In Alabama, for example, the Catholic bishops, in cooperation with the Episcopal and Methodist bishops of Alabama, filed suit against a law prohibiting "harboring" of undocumented immigrants.  Together, they explained that the "law makes illegal the exercise of our Christian religion which we, as citizens of Alabama, have a right to follow."  They expressed concern that laws prohibiting "harboring" (when there is knowledge or reckless disregard of the fact that persons are undocumented immigrants) would substantially burden their churches in their mission to serve undocumented immigrants.

The law would have a chilling effect on their ministries—among other things, these church leaders feared that the prohibition on "harboring" would extend to activities like "encourag[ing immigrants] to attend Mass or giv[ing] them a ride to Mass;" "counsel[ing] them in times of difficulty or in preparation for marriage;" and inviting "them to come to Alcoholic Anonymous meetings or other recovery groups at our churches."

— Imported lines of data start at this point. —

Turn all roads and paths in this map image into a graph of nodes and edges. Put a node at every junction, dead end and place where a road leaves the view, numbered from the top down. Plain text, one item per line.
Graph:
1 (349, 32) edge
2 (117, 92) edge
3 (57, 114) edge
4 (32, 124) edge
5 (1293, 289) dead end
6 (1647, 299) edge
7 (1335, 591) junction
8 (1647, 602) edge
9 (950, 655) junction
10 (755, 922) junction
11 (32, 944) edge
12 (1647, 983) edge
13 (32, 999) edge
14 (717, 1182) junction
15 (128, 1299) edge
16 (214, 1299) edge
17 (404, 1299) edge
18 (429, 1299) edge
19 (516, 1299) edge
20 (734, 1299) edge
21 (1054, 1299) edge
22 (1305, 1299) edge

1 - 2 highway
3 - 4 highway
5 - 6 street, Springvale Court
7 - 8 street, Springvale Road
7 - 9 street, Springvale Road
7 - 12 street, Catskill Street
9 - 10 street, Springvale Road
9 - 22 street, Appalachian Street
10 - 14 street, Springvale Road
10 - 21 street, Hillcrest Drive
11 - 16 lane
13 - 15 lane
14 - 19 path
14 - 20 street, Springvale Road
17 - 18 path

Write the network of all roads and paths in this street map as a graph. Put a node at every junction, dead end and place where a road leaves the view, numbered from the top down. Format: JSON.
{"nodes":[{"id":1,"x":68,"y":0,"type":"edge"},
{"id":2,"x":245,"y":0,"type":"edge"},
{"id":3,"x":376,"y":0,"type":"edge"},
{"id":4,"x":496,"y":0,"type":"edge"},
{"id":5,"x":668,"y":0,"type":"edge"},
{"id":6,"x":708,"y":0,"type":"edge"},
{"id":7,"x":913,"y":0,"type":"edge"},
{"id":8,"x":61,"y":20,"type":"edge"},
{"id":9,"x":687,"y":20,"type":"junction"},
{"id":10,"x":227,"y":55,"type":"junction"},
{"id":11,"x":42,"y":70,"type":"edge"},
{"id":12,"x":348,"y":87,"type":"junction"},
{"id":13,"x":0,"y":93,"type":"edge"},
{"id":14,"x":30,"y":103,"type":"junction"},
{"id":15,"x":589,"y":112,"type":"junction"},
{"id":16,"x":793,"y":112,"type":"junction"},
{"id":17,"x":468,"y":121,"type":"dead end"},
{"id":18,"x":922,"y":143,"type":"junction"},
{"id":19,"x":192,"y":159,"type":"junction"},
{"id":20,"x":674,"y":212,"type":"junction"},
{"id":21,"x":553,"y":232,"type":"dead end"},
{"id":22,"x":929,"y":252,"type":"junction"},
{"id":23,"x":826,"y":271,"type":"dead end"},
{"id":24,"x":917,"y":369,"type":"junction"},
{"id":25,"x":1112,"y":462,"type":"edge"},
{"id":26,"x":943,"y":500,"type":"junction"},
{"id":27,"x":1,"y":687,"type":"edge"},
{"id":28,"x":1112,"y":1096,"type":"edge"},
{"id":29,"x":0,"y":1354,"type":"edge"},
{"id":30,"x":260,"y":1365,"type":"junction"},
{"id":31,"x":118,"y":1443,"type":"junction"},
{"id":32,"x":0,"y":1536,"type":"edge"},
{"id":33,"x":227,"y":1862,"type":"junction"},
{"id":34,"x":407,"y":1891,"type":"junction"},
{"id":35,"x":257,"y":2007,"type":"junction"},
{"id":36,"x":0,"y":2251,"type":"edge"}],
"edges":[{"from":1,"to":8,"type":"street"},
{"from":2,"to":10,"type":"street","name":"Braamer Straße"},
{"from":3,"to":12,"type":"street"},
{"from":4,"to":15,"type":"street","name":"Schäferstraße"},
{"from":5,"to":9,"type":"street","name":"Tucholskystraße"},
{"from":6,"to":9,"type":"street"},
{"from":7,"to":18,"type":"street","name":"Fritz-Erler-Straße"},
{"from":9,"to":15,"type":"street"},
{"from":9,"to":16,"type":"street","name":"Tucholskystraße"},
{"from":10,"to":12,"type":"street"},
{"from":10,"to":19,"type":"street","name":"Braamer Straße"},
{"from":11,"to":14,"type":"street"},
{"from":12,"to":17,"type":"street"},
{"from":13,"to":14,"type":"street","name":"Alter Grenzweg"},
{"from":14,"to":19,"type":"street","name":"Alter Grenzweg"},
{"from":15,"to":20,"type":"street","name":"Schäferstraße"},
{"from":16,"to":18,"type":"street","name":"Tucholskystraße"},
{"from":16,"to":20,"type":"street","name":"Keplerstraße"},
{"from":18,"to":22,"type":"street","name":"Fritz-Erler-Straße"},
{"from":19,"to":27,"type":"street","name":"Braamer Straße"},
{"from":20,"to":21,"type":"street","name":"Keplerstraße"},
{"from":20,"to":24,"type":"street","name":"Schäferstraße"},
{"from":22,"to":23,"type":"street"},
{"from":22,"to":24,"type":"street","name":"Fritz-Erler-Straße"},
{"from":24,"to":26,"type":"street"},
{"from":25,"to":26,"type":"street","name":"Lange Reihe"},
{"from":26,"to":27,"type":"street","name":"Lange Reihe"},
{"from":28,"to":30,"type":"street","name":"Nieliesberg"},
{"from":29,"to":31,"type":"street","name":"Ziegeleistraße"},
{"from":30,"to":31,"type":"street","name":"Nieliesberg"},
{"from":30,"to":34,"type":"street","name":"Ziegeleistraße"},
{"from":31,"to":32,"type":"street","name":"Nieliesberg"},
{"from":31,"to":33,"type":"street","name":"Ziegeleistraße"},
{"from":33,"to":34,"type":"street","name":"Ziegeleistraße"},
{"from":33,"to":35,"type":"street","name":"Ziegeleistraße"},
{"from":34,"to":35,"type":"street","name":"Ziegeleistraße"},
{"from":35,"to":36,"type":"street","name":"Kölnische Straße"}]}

Other states have adopted similar laws that threaten the Church's ministry to undocumented immigrants.  In March 2012, the U.S. Conference of Catholic Bishops and several other Christian organizations filed an amicus brief with the U.S. Supreme Court in the case of Arizona v. United States.  The brief discussed how the Arizona law and many state immigration laws like it threaten the Catholic mission to provide food, shelter, and other care to all.  In June 2012, the U.S. Supreme Court issued its decision and found that several of the provisions of the Arizona law were pre-empted by federal immigration law, so these provisions were struck down.  

In recent months, the new Administration has sought to restrict refugees—many of whom have suffered severe religious persecution in their home countries—from entering the United States.  Fortunately, federal courts have stopped the federal government from enforcing parts of its executive orders restricting refugees because the orders have the effect of discriminating against people of a particular religion, violating the Constitution's Establishment Clause.

Is our most cherished freedom truly under threat?
Among many current challenges, these federal and state immigration laws and policies affect the religious liberty of the Church, which seeks to provide Christian charity and pastoral care to people of all backgrounds and faiths. Religious liberty is more than freedom of worship; it includes our ability to make our contribution to the common good of all Americans without having to compromise our faith.  Without religious liberty properly understood, all of us suffer, including those who seek a better life here in the United States.